La
stroncatura crociana del Pascoli latino equiparato alla poesia manierista in
latino del Seicento non coglie la portata della rivoluzione linguistica che, se
non si era attuata in pieno estendendosi ai risultati raggiunti in Francia da
Mallarmé, lo si doveva all’angustia in cui era sommersa la cultura italiana del
tempo.
Se
ha scritto con esiti parimenti eccellenti in due lingue, il suo è un bilinguismo e in quanto tale è un plurilinguismo (Contini), pur
tralasciando il fatto che Pascoli ha composto anche (poco) in greco, (meno) in francese
e (ancora meno) in inglese.
La differenza tra diglotta e bilingue è che
mentre il primo si limita a parlare due lingue, il secondo arriva a pensare,
non solo a parlare, nella lingua materna e nella lingua acquisita: Pascoli non
parlava in latino pur essendone in grado (e con chi avrebbe dovuto farlo?) ma
pensava in latino e ne abbiamo prove dal fatto che scriveva appunti per sé
nella lingua conclusa che lui non
esitava a chiamare morta.
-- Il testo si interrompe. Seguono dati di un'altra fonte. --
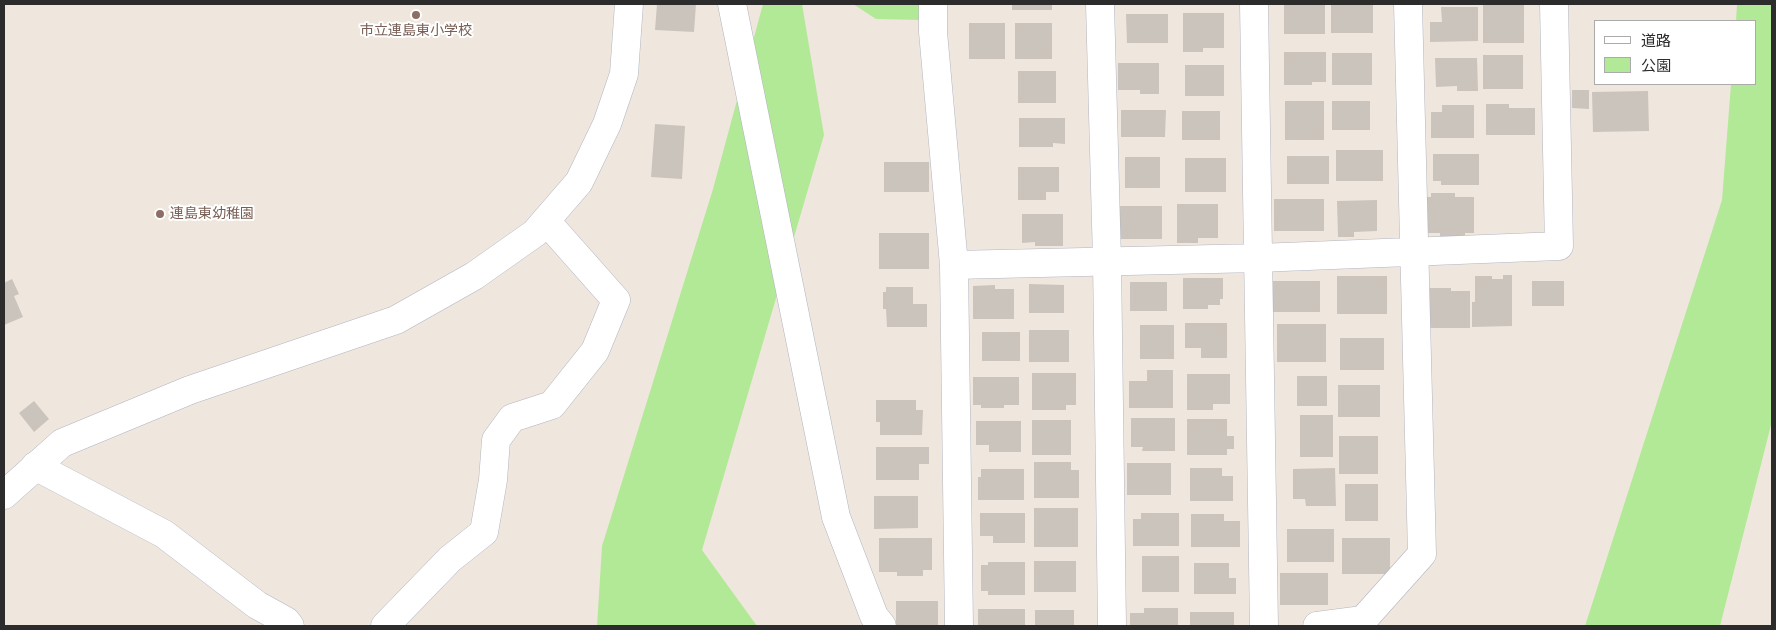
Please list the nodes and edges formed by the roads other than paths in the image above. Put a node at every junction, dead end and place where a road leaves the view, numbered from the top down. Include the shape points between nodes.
1 (629, 4) edge
2 (732, 4) edge
3 (933, 4) edge
4 (1100, 4) edge
5 (1254, 4) edge
6 (1408, 4) edge
7 (1554, 4) edge
8 (546, 220) junction
9 (1414, 252) junction
10 (1258, 258) junction
11 (1107, 260) junction
12 (954, 265) junction
13 (35, 466) junction
14 (4, 495) edge
15 (290, 626) edge
16 (385, 626) edge
17 (882, 626) edge
18 (959, 626) edge
19 (1112, 626) edge
20 (1264, 626) edge
21 (1317, 626) edge

1 - 8 street via 624,74 608,124 579,182
2 - 17 street via 836,518 874,616
3 - 12 street
4 - 11 street
5 - 10 street
6 - 9 street
7 - 9 street via 1559,246
8 - 13 street via 535,233 474,276 396,320 190,390 123,417 62,443
8 - 16 street via 616,300 595,351 552,405 512,418 496,440 484,532 450,559
9 - 10 street
9 - 21 street via 1422,554 1363,620
10 - 11 street
10 - 20 street
11 - 12 street
11 - 19 street
12 - 18 street
13 - 14 street
13 - 15 street via 164,534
Non
esisteva ancora il disprezzo che ai giorni nostri accompagna tanto il sapere in generale quanto il latino, anzi è certo che i lettori (pochissimi) dell’epoca
non avevano difficoltà, disponendo di un’institutio
strutturata, a decifrare il latino a differenza dei lettori odierni (pochi),
categoria flessibile nella quale vanno inseriti molti scrittori italiani
(troppi, in verità) dagli esiti multiformi.